[[ LISTED RECORDS, beginning ]]
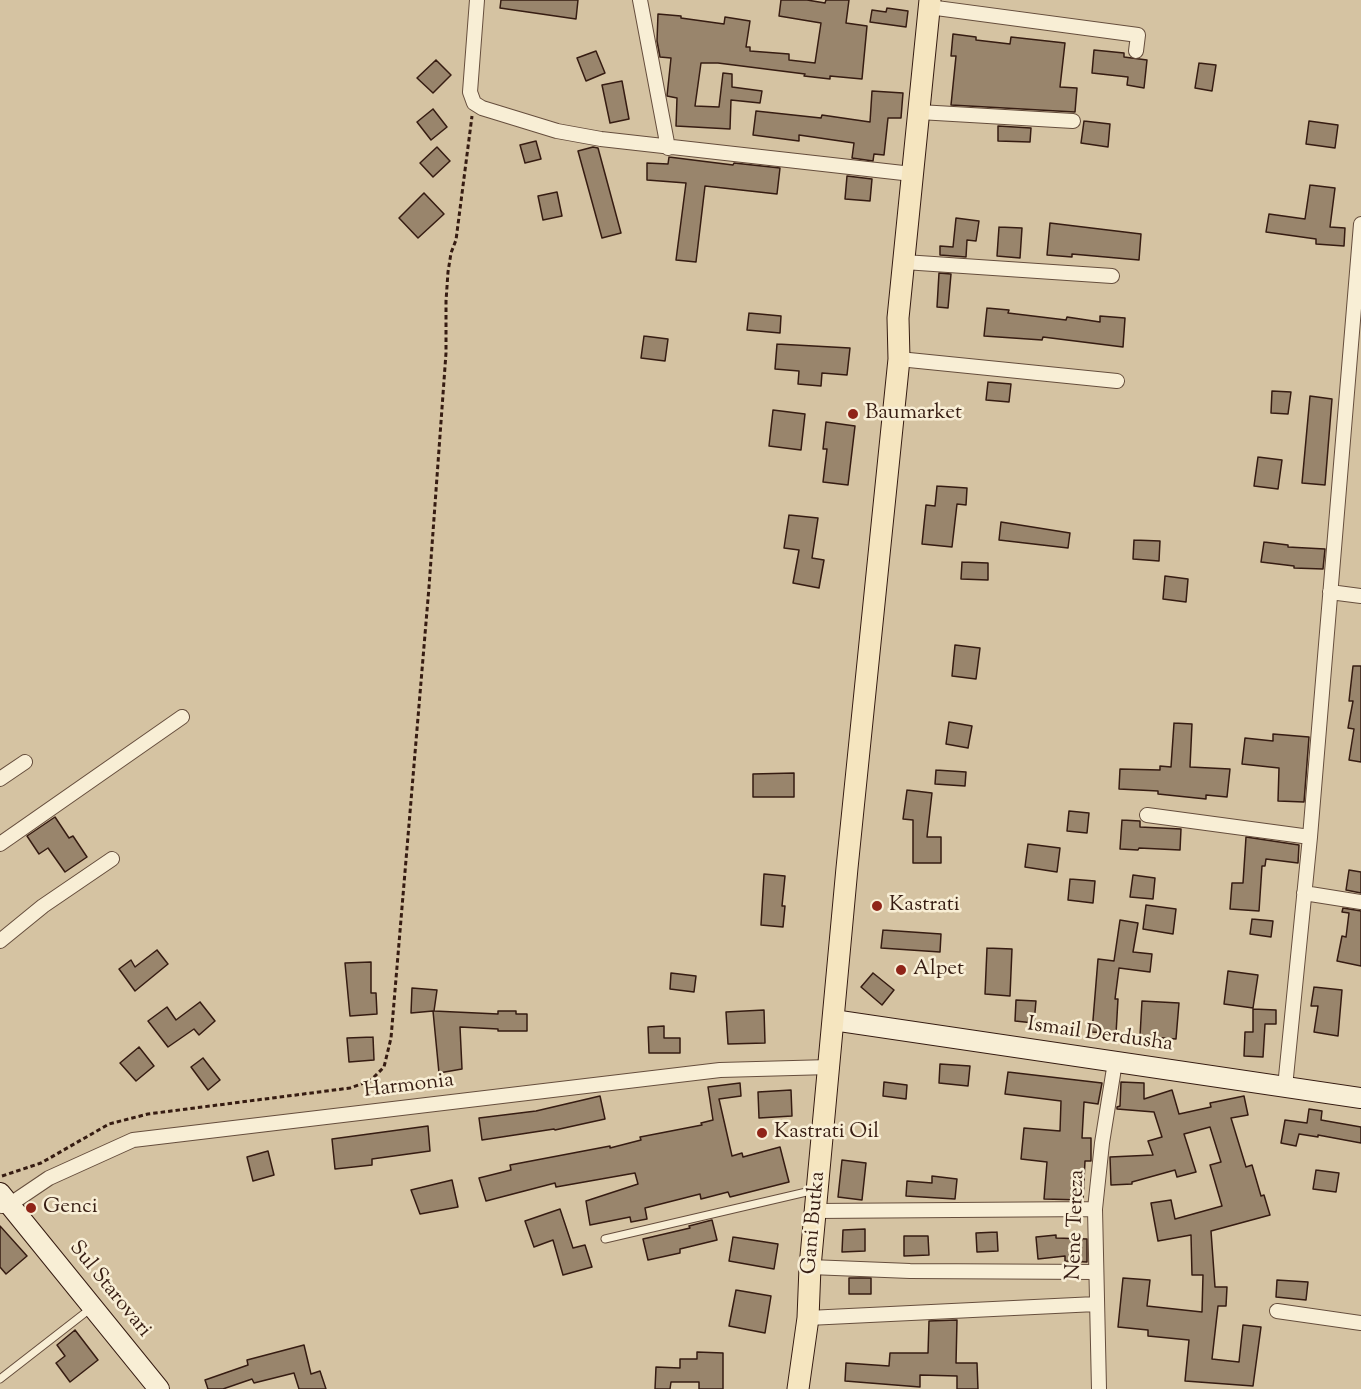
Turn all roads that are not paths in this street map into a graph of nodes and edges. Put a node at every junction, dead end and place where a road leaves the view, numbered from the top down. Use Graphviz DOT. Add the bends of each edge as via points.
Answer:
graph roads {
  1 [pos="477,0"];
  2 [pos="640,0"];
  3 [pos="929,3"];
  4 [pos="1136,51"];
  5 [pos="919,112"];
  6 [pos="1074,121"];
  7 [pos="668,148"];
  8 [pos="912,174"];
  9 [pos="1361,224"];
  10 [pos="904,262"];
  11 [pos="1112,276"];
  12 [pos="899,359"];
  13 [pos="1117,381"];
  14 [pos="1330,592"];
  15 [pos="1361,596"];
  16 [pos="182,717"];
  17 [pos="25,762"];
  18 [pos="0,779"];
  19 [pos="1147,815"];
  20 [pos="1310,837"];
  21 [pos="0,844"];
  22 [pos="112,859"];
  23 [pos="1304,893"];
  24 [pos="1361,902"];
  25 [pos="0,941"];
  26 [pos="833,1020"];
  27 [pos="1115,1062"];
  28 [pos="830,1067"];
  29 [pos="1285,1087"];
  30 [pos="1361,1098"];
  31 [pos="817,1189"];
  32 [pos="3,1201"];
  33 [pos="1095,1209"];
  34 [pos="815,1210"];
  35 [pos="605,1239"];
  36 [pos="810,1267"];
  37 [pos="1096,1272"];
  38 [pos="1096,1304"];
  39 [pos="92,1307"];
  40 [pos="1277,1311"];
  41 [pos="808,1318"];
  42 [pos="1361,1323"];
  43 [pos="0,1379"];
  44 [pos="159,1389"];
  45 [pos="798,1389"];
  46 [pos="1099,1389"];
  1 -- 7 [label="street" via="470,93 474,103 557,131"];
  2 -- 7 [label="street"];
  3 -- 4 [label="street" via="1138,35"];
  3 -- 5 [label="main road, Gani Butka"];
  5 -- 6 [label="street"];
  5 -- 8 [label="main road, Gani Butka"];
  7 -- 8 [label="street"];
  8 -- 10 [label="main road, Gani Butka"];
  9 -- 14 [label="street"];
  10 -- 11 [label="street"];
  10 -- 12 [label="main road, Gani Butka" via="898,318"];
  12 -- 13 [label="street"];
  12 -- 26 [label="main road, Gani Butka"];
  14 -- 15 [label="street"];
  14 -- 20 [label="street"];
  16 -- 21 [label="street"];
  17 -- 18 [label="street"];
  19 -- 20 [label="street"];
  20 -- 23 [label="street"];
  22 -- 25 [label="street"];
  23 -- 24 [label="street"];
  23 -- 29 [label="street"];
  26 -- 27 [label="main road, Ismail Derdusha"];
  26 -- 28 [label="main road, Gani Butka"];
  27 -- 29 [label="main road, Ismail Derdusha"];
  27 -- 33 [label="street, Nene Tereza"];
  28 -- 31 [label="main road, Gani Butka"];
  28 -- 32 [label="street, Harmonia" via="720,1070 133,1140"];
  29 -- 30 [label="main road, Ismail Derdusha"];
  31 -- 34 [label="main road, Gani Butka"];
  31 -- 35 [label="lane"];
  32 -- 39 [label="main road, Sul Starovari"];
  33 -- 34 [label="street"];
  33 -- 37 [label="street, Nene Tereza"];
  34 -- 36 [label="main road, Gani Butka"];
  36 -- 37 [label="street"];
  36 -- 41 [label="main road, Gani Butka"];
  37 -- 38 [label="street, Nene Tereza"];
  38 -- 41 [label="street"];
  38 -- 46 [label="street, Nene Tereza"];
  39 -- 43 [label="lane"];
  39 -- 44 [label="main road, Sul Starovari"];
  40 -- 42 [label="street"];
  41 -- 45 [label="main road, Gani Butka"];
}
[[ LISTED RECORDS, end ]]
[[ LISTED RECORDS, beginning ]]
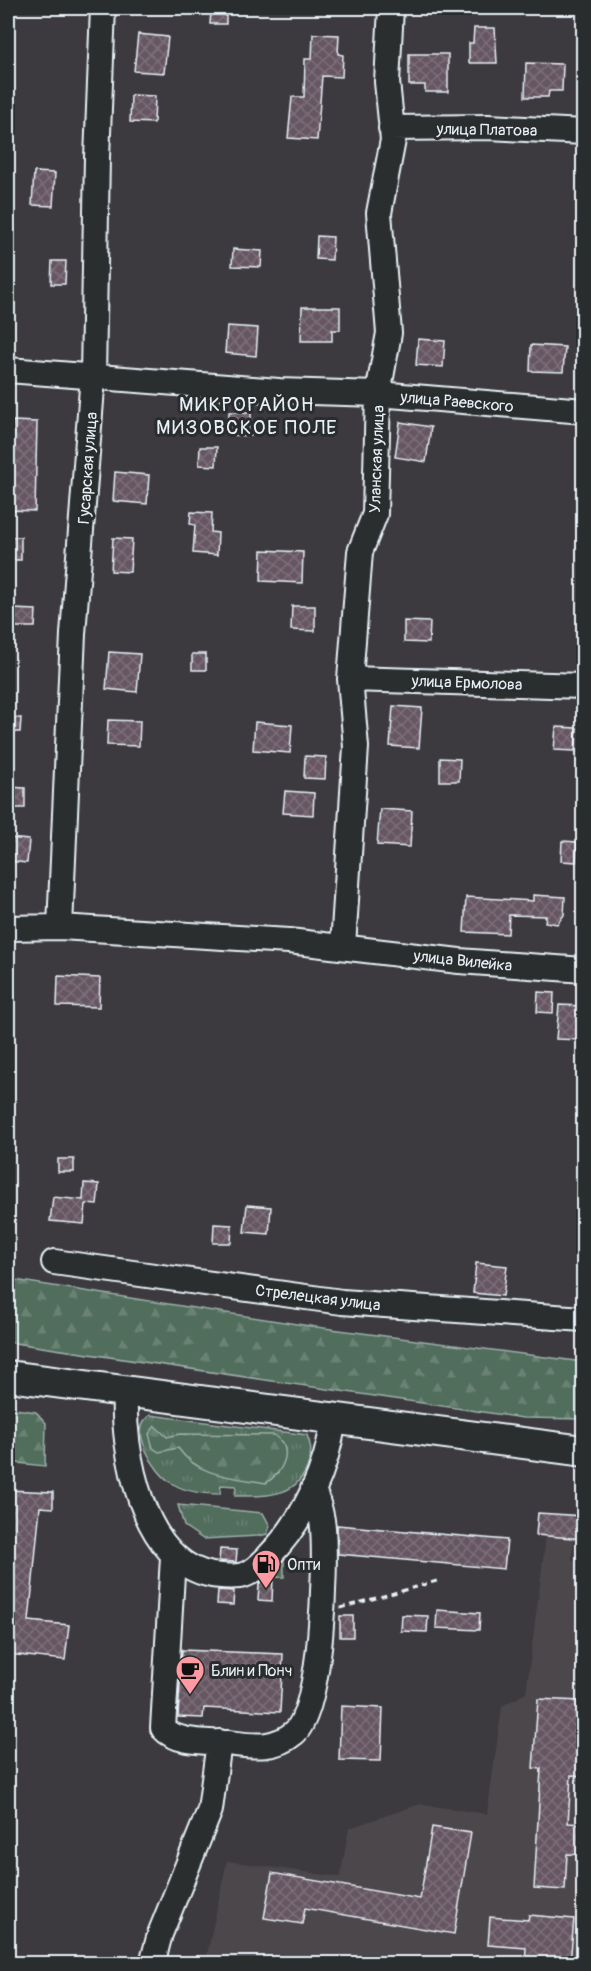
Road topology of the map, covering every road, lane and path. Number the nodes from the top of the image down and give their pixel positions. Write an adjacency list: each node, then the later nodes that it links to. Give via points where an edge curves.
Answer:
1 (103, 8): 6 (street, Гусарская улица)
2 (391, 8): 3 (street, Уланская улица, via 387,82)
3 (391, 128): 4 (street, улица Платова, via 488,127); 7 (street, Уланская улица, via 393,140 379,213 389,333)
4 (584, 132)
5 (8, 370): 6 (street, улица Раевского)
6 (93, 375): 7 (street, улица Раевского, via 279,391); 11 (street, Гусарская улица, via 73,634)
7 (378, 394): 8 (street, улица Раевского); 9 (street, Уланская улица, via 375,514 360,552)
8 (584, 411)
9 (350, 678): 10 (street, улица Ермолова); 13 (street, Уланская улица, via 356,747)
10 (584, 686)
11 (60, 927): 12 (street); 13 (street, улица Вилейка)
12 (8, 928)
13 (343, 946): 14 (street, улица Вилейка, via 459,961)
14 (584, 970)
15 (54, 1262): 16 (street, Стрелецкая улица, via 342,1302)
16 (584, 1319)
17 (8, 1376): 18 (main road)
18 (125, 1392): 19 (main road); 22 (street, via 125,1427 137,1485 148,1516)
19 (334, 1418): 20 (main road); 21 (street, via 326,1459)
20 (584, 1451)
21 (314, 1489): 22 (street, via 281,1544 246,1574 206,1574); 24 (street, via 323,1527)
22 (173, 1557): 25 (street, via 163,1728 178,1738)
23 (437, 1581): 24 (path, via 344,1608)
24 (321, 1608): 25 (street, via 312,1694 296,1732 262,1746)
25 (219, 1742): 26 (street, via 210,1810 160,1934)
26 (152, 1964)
[[ LISTED RECORDS, end ]]
EXERCISE OBJECTIVE>
Could you copy every line from the records that mentions the word "where"?

RESULT OF THIS EXERCISE>
Turn all roads that are not paths in this street map into a graph of nodes and edges. Put a node at every junction, dead end and place where a road leaves the view, numbered from the top down. Use Graphviz DOT. Add the bends of each edge as via points.
Road topology of the map, covering every road, lane and path. Number the nodes from the top of the image down and give their pixel positions. Write an adjacency list: each node, then the later nodes that it links to. Give via points where an edge curves.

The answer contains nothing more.